I have hear not in those but the mini excavtors that trade in time is around 4K hours ,now my 580 case I think it's around 7-8K hours , but I think long as it has had regular maintence it could have high hours and still be great. guess it all depends on the operator and oil change intervils.


----------



## Pushin_On

*Trade value.*

I had an 1997 863 with 2200 hrs on it, open cab, had some hard hrs on it, but i service regularly, still ran good at trade in, but i was able to get better dollar value on it with less hrs on it. Glad i did, cab, heat & ac sure make a difference.
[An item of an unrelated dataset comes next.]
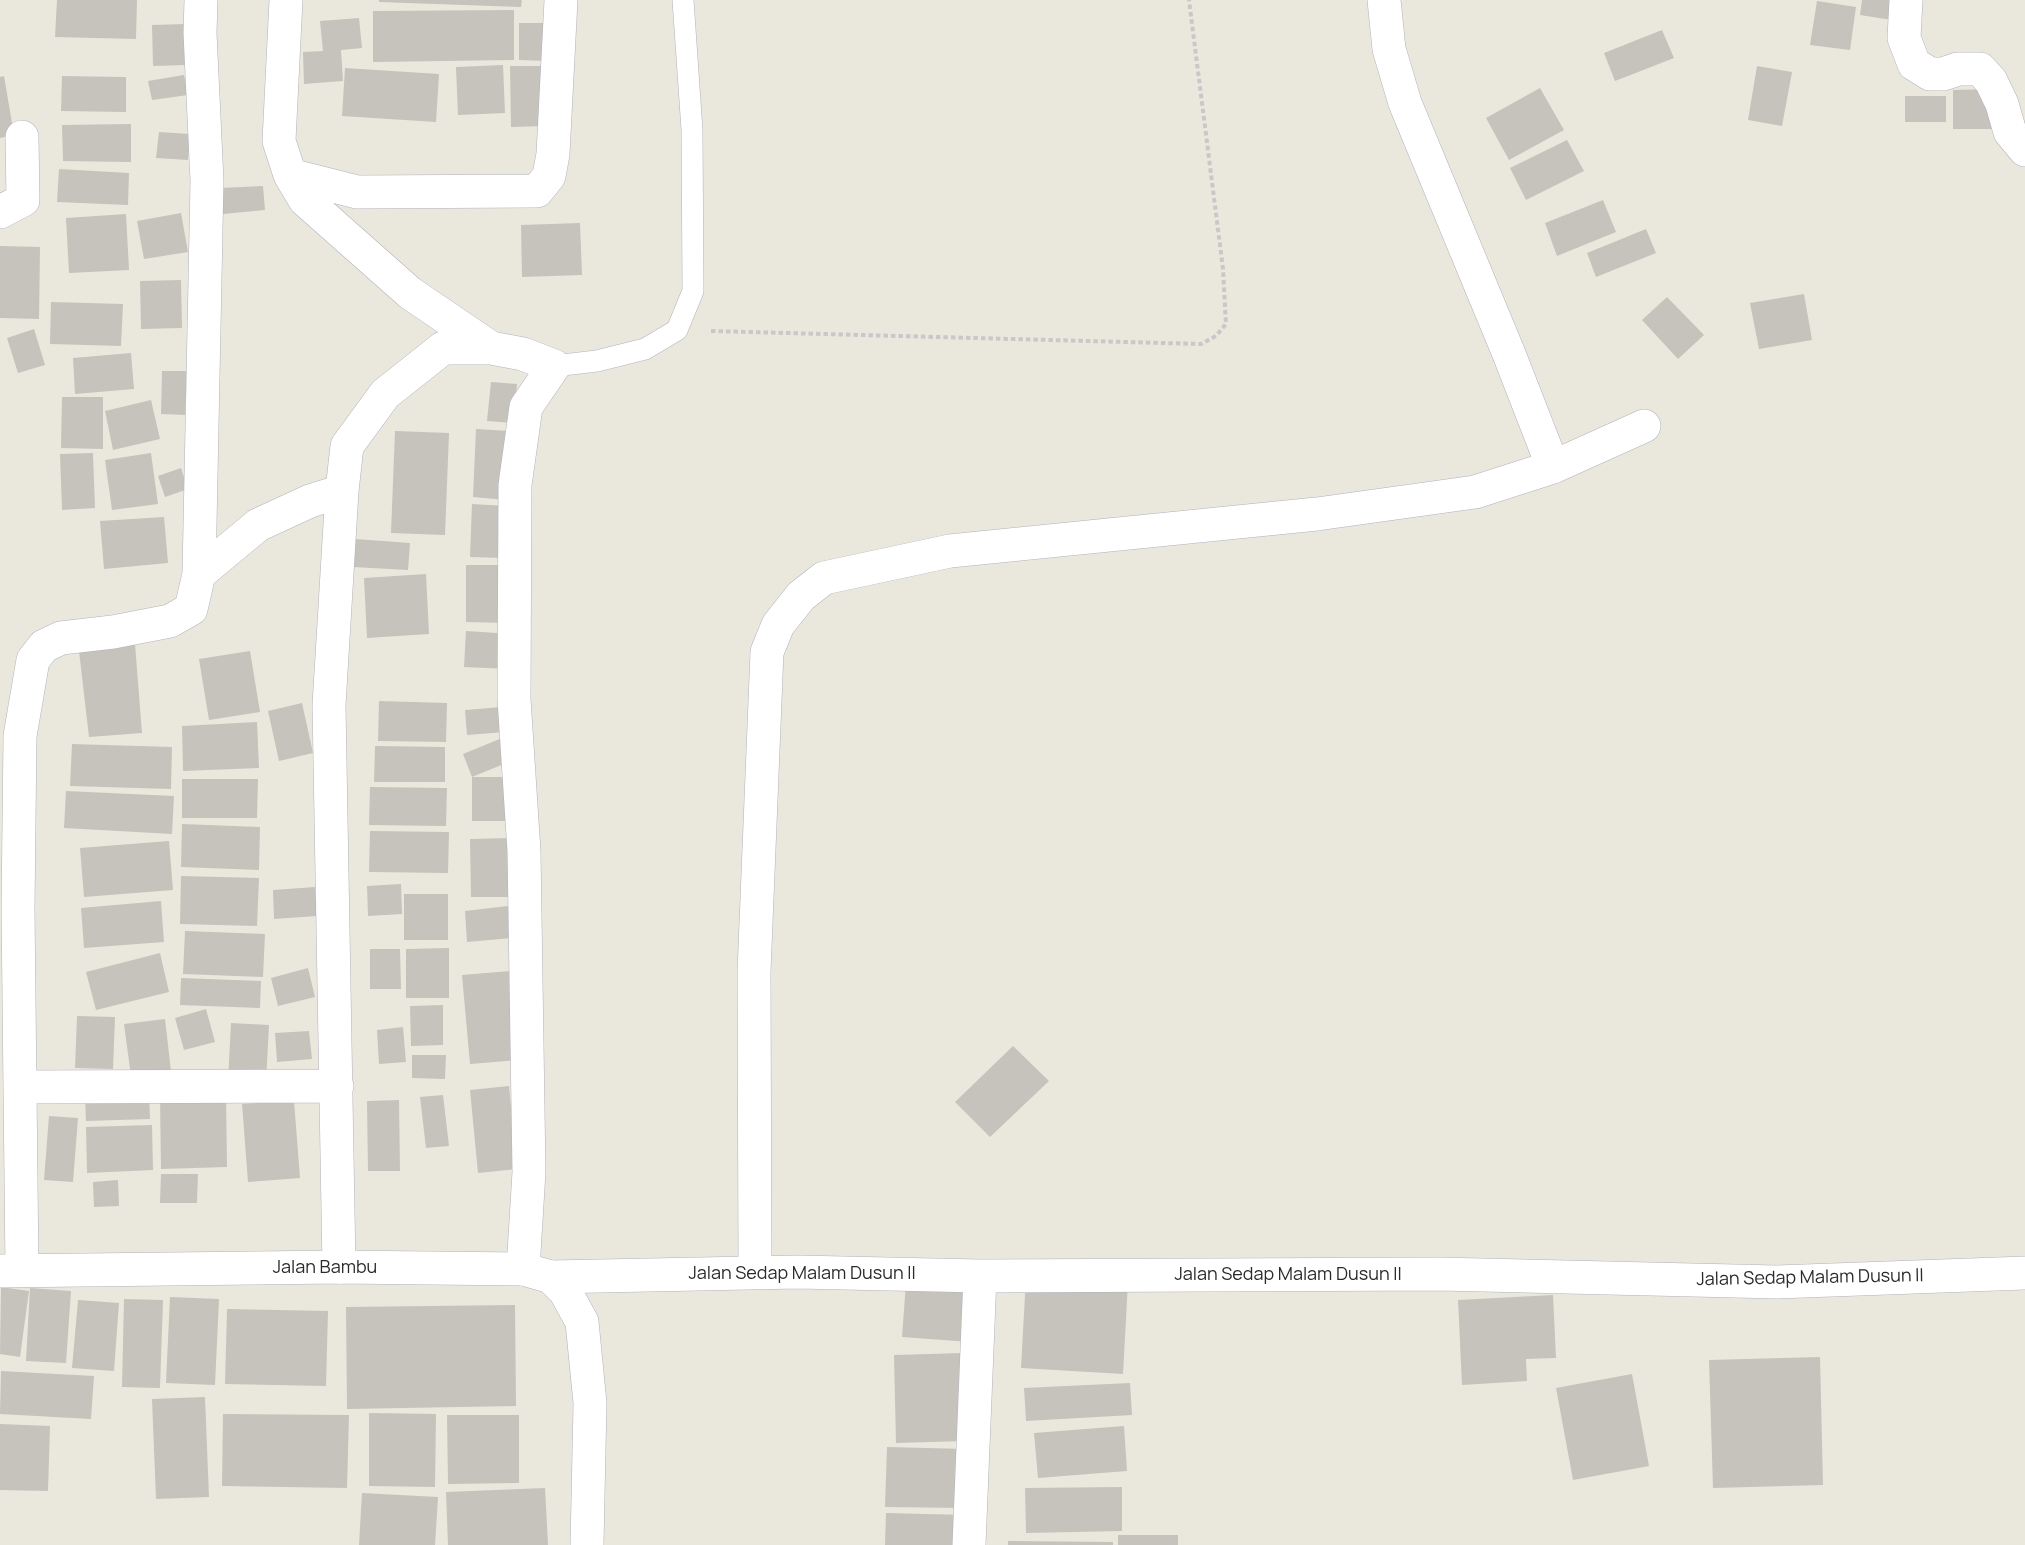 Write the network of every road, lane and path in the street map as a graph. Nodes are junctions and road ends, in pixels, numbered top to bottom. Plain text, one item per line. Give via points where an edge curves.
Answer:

It is nice to be able to get out of a skidster and still be clean. did not think it was possible.


----------



## LoneCowboy

Bigger skid steers (like bigger tractors) can go longer hours.
Personally I wouldn't buy one with over 2500 hours on it
I'm sure the motor is fine, but it's all the little stuff (hoses, connections, joints, etc) that just starts eating you alive.

why do you think they are selling all those? They all run fine.
NOW
but they are on the downhill side of their life.


----------



## JD Dave

You can generally tell how well a machine is maintained by how tight the loader pins are. Have some one get in the SS and then try all loader functions and then you can watch from the outside to see how much play the pins have. Tight pins at 2000 hours is a well maintained machine and generally someone that greases stuff frequently also does regular maintenance on the rest of the machine. Unless your really handy I'd stay away from the high houred machines, no matter the shape. JMO


----------



## MIDTOWNPC

It also could be that at that amount of hours they have run out of depreciation from a corporate trade in level. Or they still have payments left on them and the trade in value cancels out the leftover payments, so they trade it in rip up the deal and start on a new one. I have one with 1100 hours and no problems yet. S300 bobcat


----------



## cornerstone

I sold a New Holland LX 985 last year with 4300 hrs. on it. Ran great, usally ran it at half throttle for my needs. The motors don't work so hard on the big ones because the larger motors make more torque and you don't need them wide open to push into a dirt pile etc. Only sold it for tax purposes. My 280 Deere 2-speed has 2100 hrs., considering selling it but only to move to a track machine. I use the larger skidsteers for ballast to handle heavy pallets instead of using them for a bull dozer. I think the history is more important than the hrs.


----------



## magnatrac

I have looked at alot of used machines and always end up buy a new one. I know If I have a machine from day one with high hours it will still be good. Now if I had a bunch of careless employees running the machine it will be ready for the bone yard. I traded my last machine in this past summer and the dealer couldn't beleive how nice it was . They said it was the only 5 yr. old machine to come in with the original tires !!! ( I run tracks so they never see pavement) There are alot of machines that look like hell and they only have 1000+ hrs. Watch out for the " just painted" specials if it is only a few yrs. old. I would say that 2500 hrs. is as much as I would want on a clean machine. Skid loaders by nature have a hard life. High rpm's,fast moving, easy to abuse. They can do so many things it can really depend on what kind of work they have done in the past. Just my $.02 !!! Good Luck !!!


----------



## itsgottobegreen

I have ran a few bobcats that had 1000 hours on them and look like they had 5000 hours on them. Any machine thats had a hammer on it I would walk away from. Then again I have seen a couple of bobcats that had 5000 hours that looked like they came off the dealer show room.


----------



## bike5200

I don't mind a machine with a lot of hours on it. I don't use my skid all the time, so it is hard to justify a new one. I don't like payments. If you knew where I get my company trucks from, you would understand. Look at the wear in the pins and bushings. If you are looking at a used machine, get an oil sample and get it tested, it will tell if anything is wearing and if there are any leaks. My mini-excavator has about 3500 hrs on it, there is play in the pins and bushings, this summer I am planning to replace most of the pins and bushings in the arm. Oh, I am most forget to mention this ,I have a friend that was a Diesel Mechanic for a Komastu dealer, if I get in a bind he helps me and never charges me anything. He just borrows my skid or mini-excavator every now and then.


----------



## powerjoke

it really depends on the machine.

maybe if you find a machine you could come back an post the pictures and hours etc. 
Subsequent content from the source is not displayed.